Work required: Every line below that holds the string "Answer" should be copied.

Records supplied:
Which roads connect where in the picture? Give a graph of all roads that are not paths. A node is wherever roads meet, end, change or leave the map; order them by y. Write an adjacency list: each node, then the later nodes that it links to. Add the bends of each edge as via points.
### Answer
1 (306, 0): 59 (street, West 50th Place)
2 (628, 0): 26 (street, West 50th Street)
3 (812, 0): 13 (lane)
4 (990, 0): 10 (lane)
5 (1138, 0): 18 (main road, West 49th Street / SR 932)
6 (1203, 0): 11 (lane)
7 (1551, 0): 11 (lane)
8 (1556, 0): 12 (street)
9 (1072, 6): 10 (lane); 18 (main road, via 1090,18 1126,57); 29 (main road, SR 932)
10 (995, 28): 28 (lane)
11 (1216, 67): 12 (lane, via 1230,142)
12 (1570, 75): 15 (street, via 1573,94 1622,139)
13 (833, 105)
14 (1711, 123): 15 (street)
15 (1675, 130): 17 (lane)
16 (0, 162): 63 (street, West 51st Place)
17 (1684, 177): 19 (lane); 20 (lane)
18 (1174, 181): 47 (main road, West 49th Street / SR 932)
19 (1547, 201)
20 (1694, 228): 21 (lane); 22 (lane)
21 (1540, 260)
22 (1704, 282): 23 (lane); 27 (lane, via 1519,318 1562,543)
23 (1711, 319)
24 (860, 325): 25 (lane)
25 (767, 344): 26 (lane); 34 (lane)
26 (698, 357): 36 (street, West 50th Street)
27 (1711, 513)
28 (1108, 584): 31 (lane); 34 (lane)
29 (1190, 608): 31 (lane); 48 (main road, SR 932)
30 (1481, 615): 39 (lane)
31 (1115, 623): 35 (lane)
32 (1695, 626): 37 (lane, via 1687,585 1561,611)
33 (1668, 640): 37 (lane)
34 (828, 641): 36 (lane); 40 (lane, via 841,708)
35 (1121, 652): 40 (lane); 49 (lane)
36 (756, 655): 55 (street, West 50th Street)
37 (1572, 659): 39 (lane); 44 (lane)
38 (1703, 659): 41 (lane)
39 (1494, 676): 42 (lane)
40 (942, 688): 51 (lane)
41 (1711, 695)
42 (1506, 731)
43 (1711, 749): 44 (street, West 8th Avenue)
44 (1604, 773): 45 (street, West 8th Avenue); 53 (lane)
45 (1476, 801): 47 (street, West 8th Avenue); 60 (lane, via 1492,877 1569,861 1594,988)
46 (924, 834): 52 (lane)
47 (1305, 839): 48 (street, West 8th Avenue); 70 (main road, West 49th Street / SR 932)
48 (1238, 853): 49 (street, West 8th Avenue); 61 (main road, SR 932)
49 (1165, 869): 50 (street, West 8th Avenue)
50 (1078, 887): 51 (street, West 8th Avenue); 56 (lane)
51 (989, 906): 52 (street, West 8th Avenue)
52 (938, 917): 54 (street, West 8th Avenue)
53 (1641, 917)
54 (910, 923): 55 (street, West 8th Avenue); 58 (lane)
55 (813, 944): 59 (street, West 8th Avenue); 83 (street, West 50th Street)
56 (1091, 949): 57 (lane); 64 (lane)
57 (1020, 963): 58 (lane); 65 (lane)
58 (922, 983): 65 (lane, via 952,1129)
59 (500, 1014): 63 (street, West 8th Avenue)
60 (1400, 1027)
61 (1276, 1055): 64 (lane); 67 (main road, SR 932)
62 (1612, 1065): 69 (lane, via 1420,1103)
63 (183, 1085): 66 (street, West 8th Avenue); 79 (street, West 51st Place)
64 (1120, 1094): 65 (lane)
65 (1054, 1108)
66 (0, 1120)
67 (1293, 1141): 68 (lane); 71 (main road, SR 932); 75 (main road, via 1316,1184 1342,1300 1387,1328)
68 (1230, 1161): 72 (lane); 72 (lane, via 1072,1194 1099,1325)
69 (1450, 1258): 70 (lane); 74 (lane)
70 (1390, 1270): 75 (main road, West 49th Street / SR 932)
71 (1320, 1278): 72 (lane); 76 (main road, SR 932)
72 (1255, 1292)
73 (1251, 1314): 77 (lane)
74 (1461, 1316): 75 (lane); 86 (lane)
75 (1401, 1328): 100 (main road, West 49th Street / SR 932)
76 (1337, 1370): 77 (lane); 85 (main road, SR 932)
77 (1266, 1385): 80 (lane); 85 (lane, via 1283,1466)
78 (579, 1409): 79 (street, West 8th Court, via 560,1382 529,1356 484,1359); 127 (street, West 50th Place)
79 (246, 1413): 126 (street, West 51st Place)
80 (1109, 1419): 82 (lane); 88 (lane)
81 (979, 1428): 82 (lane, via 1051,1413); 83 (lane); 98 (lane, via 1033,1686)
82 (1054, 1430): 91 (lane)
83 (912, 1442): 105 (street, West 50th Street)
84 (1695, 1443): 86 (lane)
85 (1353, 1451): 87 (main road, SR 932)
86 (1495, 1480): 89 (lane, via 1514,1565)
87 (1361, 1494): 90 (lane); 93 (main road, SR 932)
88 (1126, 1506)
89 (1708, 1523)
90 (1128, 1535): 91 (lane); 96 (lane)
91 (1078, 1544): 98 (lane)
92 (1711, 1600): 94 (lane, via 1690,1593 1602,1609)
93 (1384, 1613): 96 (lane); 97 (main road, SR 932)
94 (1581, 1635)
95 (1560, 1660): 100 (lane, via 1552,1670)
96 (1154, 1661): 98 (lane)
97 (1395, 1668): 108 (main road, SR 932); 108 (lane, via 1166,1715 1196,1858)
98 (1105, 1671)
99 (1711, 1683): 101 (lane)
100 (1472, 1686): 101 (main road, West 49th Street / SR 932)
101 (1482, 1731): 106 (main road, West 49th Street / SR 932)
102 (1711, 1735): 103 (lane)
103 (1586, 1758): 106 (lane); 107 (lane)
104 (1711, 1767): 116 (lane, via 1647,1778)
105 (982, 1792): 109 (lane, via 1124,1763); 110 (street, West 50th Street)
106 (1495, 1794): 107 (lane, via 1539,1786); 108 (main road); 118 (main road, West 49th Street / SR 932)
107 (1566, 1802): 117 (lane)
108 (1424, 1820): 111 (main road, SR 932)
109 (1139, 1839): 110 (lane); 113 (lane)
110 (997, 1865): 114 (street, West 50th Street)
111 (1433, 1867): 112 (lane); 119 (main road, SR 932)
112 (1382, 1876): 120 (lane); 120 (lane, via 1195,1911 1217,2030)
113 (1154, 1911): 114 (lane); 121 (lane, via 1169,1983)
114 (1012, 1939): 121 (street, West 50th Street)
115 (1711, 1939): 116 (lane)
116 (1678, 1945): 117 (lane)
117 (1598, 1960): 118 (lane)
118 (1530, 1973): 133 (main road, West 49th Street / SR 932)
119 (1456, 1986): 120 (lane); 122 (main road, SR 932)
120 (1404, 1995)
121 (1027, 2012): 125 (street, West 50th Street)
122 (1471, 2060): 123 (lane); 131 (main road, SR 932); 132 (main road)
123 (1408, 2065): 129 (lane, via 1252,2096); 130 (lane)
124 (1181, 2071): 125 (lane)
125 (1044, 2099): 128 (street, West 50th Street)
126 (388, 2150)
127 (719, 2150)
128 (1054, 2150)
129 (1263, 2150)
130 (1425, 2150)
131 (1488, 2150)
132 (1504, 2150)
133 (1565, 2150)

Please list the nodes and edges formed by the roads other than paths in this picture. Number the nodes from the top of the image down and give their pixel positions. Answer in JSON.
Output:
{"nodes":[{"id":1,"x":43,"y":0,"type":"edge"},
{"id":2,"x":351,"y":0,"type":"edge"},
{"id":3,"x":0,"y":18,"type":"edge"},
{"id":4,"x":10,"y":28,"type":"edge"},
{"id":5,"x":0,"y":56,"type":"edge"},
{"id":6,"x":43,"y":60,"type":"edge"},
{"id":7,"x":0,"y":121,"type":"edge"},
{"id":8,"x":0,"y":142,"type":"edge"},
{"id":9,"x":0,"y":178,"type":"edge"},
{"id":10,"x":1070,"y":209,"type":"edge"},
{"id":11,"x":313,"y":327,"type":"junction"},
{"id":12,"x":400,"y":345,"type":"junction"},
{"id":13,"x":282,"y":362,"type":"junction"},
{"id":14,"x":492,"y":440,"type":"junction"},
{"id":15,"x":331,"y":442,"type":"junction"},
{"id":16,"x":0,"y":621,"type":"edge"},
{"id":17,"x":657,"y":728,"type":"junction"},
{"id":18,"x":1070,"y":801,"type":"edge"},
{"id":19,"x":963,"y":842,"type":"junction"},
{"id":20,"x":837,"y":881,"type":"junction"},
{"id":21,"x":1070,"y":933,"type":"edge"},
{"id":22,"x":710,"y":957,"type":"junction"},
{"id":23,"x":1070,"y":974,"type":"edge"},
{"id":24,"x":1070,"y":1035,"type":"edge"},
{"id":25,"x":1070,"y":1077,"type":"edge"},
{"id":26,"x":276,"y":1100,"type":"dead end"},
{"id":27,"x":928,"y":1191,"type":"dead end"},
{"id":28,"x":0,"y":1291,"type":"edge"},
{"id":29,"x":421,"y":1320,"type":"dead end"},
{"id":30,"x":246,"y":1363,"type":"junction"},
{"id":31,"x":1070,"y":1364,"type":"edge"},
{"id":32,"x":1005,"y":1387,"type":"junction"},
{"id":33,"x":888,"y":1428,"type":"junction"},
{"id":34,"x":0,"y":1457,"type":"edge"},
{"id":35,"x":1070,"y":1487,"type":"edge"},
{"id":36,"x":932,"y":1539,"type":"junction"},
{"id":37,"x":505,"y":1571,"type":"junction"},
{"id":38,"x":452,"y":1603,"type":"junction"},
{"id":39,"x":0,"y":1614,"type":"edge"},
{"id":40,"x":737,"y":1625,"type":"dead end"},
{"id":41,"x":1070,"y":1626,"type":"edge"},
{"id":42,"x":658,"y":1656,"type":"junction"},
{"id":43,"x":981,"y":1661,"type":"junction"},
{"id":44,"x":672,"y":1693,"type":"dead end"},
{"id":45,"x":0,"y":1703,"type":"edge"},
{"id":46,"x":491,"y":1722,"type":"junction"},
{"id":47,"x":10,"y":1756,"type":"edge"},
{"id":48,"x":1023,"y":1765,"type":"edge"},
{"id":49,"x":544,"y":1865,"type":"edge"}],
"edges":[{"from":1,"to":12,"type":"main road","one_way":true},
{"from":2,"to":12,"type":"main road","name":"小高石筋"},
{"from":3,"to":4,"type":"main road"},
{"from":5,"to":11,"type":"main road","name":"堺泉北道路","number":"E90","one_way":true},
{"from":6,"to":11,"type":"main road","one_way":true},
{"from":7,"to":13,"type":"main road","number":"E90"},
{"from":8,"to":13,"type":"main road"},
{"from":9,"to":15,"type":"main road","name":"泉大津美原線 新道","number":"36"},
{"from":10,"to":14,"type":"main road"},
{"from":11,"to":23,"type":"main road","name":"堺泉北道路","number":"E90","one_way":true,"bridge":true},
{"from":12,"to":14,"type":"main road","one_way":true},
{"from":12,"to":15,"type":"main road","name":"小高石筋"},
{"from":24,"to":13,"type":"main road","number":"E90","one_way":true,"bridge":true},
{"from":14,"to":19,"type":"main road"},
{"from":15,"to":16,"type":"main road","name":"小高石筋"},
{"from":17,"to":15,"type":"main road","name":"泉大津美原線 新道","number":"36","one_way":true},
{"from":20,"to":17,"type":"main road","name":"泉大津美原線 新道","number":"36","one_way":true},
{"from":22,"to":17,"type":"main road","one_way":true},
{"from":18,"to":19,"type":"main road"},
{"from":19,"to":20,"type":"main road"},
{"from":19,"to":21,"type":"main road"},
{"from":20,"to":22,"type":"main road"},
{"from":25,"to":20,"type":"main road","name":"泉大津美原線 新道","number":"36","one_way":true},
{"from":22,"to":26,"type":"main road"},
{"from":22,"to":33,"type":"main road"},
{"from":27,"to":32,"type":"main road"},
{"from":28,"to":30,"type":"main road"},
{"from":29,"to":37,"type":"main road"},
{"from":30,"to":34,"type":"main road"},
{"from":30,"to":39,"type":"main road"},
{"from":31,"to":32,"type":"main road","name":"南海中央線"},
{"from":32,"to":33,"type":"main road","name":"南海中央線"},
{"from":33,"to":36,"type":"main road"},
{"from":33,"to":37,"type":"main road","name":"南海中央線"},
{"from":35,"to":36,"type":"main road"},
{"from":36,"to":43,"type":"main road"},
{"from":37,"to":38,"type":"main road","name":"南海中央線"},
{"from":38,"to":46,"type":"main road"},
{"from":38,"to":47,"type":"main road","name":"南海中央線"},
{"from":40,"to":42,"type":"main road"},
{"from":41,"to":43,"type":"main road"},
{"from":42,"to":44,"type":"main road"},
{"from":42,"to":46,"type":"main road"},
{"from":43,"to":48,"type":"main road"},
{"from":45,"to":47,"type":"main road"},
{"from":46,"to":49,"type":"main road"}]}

Solution:
### Answer
Please list the nodes and edges formed by the roads other than paths in this picture. Number the nodes from the top of the image down and give their pixel positions. Answer in JSON.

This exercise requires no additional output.